Goal of the exercise
Which lines in the data below contain the word "Right"? Copy each of them.

· · · · ·

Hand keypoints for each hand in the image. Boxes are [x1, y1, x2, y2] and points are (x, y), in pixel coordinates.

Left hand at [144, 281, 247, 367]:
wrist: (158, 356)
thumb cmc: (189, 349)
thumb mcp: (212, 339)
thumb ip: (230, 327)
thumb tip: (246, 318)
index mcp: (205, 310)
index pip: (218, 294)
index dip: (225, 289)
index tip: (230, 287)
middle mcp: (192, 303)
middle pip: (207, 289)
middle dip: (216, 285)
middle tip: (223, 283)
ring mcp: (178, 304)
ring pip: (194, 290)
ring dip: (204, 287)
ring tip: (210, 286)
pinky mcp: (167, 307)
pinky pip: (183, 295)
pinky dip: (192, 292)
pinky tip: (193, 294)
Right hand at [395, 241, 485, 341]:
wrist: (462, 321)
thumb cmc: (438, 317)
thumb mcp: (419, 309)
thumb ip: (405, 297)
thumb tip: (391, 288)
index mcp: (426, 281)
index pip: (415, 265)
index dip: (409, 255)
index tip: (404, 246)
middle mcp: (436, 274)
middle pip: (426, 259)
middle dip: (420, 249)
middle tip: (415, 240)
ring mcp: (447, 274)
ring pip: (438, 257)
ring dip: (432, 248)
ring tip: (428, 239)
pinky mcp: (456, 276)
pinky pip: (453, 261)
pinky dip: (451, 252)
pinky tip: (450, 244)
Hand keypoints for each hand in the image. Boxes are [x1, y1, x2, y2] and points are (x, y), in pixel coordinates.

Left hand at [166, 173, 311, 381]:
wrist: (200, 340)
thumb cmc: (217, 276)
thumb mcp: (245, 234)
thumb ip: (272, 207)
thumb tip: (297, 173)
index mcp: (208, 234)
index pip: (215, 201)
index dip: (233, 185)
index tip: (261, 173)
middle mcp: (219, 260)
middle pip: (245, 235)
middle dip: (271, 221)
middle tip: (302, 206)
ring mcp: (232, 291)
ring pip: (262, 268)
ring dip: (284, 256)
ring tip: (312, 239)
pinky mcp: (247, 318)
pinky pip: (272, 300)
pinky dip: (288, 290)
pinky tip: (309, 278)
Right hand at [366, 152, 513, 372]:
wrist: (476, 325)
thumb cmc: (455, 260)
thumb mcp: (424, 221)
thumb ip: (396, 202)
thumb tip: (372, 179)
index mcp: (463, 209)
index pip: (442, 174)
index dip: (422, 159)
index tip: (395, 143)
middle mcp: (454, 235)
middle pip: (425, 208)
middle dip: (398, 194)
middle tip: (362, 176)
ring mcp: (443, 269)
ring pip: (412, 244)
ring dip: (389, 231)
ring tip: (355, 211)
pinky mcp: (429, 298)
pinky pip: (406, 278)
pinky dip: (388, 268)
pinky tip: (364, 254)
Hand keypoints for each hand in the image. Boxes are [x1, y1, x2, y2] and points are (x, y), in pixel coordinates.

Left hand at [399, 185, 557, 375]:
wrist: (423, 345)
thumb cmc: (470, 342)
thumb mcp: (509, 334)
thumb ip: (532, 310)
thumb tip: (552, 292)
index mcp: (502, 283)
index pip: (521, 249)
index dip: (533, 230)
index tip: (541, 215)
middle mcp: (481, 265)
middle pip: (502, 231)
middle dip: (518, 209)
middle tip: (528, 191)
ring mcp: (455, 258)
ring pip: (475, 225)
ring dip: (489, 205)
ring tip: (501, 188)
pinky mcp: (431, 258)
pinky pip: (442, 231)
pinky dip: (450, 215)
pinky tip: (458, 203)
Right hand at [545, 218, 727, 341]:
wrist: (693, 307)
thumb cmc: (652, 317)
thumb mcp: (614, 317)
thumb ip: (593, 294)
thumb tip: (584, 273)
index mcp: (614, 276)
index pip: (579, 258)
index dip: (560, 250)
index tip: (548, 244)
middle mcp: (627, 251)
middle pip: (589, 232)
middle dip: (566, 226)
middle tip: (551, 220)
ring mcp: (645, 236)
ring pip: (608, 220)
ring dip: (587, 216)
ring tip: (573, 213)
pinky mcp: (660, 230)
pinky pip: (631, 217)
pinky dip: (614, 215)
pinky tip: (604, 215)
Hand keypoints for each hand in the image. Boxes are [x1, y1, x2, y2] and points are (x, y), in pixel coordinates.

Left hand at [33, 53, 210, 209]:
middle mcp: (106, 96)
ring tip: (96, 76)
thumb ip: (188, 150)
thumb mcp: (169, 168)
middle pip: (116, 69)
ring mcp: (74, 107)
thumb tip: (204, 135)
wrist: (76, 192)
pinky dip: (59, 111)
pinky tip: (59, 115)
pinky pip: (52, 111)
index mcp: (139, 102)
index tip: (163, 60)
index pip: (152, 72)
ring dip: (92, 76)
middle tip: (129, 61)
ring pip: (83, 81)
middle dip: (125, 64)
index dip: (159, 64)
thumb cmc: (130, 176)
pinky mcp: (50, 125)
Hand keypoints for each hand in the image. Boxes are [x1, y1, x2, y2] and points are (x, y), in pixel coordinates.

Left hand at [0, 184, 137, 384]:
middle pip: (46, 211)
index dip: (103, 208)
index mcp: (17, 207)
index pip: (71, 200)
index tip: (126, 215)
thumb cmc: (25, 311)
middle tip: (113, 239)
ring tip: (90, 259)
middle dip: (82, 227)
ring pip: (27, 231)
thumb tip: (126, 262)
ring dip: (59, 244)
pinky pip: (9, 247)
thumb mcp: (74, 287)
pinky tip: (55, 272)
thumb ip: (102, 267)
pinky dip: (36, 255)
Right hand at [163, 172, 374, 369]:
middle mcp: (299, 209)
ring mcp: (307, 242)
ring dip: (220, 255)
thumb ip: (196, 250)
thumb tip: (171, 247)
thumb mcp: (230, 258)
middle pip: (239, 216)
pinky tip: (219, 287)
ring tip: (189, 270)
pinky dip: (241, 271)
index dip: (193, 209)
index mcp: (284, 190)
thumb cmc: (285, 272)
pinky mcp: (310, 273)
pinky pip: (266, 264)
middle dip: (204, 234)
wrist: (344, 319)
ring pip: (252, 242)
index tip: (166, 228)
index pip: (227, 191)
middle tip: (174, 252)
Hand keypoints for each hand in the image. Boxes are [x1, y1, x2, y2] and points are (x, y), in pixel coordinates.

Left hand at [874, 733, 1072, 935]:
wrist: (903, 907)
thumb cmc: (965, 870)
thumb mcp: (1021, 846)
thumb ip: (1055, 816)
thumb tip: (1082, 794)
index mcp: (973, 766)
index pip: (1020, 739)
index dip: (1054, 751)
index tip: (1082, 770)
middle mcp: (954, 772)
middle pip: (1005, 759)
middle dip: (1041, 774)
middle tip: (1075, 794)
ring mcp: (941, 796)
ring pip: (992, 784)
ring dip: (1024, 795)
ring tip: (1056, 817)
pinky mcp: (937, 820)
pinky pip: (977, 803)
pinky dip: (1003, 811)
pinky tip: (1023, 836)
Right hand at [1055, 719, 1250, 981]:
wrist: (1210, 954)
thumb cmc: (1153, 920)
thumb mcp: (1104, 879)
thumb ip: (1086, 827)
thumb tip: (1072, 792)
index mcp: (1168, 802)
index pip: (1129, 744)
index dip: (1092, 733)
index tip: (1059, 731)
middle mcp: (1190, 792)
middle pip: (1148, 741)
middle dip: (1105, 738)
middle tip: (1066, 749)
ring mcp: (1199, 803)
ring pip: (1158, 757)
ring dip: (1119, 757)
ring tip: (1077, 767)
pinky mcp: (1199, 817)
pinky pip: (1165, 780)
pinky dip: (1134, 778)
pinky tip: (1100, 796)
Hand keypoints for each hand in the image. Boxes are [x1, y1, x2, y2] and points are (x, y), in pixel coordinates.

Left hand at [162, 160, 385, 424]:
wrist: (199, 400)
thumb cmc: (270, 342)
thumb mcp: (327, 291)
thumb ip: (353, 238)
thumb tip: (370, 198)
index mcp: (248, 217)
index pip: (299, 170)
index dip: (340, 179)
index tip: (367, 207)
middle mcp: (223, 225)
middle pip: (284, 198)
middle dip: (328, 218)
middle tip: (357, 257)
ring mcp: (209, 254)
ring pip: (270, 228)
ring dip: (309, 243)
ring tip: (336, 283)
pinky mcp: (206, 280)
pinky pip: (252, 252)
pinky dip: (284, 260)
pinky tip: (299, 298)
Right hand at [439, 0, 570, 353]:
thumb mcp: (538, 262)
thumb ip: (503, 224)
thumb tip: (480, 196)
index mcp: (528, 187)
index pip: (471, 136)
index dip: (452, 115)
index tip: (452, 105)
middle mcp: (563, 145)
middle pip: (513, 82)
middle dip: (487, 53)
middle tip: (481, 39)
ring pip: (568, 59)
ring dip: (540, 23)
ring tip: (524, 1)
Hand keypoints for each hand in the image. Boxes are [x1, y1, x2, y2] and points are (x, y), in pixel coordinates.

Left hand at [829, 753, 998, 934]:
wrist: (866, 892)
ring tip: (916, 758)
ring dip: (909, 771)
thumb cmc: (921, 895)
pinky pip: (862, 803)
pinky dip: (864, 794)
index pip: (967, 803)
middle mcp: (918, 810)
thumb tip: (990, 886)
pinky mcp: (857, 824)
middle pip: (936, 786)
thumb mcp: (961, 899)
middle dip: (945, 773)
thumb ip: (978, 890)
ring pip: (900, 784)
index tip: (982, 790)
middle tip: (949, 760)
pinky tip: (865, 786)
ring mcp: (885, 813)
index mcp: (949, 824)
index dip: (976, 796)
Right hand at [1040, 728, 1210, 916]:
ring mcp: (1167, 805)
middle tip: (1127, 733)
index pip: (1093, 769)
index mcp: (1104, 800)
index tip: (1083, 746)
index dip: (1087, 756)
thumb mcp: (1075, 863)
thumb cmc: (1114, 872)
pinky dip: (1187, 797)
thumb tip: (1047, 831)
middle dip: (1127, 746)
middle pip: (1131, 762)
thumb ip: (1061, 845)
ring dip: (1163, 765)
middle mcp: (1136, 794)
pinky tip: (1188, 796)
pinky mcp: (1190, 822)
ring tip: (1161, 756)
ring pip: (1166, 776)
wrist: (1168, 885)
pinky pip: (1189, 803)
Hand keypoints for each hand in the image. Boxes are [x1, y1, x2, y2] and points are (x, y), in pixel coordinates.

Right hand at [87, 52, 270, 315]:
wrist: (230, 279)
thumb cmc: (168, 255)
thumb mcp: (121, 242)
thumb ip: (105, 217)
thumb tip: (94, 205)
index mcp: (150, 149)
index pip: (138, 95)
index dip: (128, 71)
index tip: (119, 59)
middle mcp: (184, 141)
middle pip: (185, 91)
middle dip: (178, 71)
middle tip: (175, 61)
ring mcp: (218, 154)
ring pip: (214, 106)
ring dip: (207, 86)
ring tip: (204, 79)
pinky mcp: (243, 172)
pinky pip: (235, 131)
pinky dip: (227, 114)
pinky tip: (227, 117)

· · · · ·

Exercise answer
Right hand at [395, 241, 485, 341]:
Right hand at [366, 152, 513, 372]:
Right hand at [545, 218, 727, 341]:
Right hand at [163, 172, 374, 369]:
Right hand at [1055, 719, 1250, 981]:
Right hand at [439, 0, 570, 353]:
Right hand at [1040, 728, 1210, 916]:
Right hand at [87, 52, 270, 315]:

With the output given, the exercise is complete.